* EXERCISE BRIEF *
Say how many lines in the records contain the string "fractalNoise". Nothing but the number should be given.

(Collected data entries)
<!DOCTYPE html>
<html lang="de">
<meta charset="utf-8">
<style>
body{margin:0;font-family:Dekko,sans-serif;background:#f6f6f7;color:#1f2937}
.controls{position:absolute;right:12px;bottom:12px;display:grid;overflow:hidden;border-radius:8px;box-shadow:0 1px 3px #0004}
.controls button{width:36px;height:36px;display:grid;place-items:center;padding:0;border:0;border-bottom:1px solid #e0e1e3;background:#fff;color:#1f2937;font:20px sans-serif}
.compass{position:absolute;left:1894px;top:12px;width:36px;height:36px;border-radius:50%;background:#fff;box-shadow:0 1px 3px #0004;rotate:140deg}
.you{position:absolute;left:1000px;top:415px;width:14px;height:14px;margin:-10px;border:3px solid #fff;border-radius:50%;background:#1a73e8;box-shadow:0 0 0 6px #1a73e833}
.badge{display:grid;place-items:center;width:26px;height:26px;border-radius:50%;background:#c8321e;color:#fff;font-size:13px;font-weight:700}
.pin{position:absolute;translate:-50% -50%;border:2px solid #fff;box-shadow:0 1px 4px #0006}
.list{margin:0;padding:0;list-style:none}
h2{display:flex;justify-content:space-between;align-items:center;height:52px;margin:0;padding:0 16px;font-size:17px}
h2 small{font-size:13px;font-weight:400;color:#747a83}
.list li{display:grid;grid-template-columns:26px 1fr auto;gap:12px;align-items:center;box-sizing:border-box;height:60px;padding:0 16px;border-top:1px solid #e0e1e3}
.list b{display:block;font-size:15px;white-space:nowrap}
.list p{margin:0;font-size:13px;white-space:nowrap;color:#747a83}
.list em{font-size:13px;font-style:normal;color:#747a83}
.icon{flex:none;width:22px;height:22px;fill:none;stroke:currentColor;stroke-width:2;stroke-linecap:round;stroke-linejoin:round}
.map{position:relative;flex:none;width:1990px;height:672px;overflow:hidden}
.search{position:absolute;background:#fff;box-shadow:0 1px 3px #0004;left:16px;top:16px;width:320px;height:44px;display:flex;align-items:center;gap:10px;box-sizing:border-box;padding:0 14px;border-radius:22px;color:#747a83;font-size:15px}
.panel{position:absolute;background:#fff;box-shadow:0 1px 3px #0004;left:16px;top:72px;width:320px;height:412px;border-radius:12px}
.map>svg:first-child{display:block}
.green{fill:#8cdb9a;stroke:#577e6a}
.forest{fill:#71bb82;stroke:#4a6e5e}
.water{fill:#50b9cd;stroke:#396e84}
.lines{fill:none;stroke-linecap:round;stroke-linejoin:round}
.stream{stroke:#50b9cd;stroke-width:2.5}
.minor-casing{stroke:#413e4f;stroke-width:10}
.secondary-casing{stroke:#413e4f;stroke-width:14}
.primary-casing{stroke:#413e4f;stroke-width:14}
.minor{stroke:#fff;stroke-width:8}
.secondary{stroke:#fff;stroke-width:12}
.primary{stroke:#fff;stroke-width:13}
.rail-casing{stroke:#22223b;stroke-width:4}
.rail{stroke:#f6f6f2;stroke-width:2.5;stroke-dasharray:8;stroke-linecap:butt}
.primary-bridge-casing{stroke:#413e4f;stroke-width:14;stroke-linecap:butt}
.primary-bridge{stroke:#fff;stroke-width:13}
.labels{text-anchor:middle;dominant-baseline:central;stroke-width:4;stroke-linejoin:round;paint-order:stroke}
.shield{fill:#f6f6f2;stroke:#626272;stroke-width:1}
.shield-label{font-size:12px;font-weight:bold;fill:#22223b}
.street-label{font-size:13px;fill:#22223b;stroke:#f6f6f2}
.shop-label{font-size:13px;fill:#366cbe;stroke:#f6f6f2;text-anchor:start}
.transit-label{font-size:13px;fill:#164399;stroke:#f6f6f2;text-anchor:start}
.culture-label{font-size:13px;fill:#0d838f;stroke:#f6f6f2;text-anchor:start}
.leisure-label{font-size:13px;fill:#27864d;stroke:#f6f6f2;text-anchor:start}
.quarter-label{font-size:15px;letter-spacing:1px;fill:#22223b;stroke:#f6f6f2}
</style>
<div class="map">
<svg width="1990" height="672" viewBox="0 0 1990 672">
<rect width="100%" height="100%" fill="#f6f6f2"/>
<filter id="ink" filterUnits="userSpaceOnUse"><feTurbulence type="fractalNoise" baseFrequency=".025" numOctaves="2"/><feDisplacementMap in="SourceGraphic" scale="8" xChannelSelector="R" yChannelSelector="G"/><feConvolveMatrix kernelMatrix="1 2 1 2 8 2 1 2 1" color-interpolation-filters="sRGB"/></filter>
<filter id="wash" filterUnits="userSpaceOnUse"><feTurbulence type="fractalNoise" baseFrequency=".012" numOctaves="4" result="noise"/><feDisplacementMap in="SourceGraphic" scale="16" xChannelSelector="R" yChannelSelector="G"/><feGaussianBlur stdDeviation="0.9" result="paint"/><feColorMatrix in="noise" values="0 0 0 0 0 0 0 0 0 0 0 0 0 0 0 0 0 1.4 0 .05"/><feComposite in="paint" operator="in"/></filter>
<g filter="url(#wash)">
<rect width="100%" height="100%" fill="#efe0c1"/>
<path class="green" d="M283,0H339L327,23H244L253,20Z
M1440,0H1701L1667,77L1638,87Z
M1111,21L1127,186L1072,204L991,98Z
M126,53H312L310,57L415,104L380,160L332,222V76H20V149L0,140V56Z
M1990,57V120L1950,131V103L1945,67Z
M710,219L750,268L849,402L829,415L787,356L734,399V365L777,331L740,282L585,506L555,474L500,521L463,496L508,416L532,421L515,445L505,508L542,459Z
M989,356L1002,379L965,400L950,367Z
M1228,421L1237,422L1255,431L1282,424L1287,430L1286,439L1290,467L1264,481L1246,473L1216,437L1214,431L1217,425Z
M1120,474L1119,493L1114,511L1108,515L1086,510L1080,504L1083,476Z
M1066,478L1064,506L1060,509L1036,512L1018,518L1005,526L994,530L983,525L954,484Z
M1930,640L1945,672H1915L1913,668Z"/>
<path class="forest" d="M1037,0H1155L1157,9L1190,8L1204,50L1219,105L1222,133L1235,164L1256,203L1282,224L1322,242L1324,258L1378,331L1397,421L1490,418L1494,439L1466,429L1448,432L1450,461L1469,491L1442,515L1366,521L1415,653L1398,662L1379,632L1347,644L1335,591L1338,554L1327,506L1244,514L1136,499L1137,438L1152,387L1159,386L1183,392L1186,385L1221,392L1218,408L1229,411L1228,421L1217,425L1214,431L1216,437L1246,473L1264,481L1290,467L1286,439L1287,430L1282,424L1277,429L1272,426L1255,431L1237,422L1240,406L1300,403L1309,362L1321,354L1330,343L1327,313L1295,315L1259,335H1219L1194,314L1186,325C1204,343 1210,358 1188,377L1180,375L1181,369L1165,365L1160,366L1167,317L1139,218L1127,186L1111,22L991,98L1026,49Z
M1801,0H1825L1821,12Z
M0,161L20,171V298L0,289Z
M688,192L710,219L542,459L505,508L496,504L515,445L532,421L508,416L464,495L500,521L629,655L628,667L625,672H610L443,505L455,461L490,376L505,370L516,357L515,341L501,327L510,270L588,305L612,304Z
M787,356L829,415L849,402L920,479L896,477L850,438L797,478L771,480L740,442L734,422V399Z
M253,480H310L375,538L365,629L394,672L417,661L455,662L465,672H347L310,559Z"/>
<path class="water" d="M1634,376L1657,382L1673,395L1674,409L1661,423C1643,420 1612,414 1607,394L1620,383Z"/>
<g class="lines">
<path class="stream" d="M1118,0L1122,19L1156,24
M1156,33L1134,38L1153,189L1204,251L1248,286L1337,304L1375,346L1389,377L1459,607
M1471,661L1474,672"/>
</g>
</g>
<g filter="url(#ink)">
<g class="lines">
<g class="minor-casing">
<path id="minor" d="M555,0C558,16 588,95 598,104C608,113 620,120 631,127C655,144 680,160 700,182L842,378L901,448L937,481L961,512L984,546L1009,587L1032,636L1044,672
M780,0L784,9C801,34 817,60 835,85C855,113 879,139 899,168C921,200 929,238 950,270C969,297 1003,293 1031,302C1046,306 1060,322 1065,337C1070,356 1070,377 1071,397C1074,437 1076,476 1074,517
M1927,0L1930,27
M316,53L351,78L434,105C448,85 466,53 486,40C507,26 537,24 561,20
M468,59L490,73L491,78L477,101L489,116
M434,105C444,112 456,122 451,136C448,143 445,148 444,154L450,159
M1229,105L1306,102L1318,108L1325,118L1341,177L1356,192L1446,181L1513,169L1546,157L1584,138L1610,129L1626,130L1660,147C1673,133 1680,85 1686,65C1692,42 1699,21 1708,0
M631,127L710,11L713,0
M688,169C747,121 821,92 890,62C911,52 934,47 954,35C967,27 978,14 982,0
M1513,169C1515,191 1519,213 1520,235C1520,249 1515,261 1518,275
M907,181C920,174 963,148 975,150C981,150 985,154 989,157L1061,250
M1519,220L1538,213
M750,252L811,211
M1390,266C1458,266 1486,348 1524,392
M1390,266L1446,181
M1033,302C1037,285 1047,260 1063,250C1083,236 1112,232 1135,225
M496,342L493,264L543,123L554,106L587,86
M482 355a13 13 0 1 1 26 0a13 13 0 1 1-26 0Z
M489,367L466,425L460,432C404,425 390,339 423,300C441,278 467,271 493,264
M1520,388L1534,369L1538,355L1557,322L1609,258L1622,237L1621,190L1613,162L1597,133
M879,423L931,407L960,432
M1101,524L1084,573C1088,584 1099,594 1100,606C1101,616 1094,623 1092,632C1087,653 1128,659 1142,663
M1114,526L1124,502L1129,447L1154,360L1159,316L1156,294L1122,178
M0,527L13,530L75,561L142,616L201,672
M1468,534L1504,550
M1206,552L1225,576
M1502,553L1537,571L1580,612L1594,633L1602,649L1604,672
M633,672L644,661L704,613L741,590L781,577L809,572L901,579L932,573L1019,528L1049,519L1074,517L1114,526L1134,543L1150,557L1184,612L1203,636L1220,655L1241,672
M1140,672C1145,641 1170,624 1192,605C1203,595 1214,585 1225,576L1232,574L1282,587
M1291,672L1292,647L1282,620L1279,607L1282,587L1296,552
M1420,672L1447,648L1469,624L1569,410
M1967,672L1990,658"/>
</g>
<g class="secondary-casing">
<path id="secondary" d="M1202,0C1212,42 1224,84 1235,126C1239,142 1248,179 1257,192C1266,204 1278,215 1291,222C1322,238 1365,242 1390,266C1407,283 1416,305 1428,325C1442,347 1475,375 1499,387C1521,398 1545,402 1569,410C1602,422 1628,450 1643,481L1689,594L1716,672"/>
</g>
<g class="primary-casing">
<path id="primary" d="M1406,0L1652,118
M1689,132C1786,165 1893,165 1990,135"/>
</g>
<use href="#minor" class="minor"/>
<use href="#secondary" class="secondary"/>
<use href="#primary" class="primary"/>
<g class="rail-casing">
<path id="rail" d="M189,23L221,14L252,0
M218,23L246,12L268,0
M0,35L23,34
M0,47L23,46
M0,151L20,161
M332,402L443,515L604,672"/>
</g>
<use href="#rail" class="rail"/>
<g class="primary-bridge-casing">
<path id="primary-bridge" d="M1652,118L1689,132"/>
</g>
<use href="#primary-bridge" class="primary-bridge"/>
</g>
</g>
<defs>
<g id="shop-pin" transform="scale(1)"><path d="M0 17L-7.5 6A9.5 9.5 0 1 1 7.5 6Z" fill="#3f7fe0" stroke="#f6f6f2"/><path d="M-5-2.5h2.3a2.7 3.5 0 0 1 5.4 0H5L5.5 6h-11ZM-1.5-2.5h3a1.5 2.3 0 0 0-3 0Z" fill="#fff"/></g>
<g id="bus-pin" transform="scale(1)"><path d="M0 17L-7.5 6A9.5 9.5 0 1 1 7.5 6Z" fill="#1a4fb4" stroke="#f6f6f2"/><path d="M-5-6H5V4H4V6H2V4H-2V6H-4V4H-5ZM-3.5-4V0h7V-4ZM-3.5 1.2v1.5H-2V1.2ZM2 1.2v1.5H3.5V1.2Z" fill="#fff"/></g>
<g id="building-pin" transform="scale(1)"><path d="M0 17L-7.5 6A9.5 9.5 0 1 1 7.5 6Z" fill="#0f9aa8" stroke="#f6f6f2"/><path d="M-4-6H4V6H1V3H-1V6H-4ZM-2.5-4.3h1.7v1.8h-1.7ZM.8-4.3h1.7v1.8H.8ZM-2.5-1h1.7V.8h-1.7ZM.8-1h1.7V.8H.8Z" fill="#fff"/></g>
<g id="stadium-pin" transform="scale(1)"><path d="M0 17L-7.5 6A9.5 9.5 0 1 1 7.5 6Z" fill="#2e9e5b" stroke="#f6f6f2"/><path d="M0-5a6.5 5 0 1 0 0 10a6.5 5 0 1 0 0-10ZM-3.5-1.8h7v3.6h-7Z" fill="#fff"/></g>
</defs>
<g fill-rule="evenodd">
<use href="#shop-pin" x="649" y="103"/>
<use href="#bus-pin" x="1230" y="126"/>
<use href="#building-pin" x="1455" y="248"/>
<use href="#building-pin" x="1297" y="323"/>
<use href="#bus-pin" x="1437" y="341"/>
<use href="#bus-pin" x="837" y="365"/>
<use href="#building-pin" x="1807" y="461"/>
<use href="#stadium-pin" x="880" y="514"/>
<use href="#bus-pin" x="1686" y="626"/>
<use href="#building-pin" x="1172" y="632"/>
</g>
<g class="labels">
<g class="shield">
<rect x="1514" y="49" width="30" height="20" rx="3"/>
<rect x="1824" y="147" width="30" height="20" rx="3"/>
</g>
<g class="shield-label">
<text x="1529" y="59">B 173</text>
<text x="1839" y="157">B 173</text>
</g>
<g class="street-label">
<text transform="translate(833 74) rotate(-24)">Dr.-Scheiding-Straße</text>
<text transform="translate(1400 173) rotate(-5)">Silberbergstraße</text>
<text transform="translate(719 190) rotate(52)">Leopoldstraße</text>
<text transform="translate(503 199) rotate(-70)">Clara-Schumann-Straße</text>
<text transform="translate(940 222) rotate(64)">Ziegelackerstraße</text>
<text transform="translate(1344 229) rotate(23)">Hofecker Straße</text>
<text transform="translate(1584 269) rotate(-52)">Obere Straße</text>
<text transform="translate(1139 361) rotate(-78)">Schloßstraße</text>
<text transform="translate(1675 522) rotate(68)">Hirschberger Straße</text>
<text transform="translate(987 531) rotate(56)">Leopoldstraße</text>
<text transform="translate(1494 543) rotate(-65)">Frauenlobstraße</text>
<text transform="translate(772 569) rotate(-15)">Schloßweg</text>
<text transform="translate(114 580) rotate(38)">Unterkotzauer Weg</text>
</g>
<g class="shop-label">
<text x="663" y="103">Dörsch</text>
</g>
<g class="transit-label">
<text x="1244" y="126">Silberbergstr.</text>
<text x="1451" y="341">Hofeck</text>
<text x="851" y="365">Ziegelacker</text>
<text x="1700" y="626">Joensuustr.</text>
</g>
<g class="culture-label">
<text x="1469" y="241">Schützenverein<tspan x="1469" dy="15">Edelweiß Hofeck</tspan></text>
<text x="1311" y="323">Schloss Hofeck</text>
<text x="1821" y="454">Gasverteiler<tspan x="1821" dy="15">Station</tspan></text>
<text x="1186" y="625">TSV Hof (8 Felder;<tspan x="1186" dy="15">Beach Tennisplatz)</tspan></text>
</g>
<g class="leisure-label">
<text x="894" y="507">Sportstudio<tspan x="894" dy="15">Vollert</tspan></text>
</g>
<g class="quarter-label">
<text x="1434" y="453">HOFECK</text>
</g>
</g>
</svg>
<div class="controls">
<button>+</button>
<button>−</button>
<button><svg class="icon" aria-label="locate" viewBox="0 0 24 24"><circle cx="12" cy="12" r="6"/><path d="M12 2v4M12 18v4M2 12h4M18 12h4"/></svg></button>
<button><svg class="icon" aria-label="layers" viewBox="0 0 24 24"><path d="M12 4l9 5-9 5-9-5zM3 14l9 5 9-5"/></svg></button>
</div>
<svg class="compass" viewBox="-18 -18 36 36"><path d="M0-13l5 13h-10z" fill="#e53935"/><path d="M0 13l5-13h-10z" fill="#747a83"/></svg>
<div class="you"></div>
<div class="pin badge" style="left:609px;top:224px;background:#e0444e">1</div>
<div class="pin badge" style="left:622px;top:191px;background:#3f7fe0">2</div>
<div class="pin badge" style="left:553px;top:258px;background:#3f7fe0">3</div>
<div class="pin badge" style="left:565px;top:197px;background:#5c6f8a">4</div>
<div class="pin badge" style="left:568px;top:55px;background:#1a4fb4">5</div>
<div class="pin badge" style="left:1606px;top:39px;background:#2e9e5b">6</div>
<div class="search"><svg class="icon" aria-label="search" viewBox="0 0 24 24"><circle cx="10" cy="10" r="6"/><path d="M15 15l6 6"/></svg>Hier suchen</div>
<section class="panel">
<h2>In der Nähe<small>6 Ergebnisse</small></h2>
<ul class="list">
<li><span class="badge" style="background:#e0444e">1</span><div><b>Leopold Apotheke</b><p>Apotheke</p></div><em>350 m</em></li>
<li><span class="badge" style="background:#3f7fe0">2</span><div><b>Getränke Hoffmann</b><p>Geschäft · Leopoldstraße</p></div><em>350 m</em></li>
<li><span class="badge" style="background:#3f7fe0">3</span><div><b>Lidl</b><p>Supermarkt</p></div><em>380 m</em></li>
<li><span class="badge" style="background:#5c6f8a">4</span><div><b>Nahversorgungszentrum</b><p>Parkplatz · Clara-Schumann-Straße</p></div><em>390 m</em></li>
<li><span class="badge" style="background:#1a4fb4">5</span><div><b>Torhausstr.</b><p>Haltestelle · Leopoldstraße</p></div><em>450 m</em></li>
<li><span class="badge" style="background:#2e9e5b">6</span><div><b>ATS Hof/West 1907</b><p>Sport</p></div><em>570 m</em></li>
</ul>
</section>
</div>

* SOLUTION TO THE PROBLEM *
2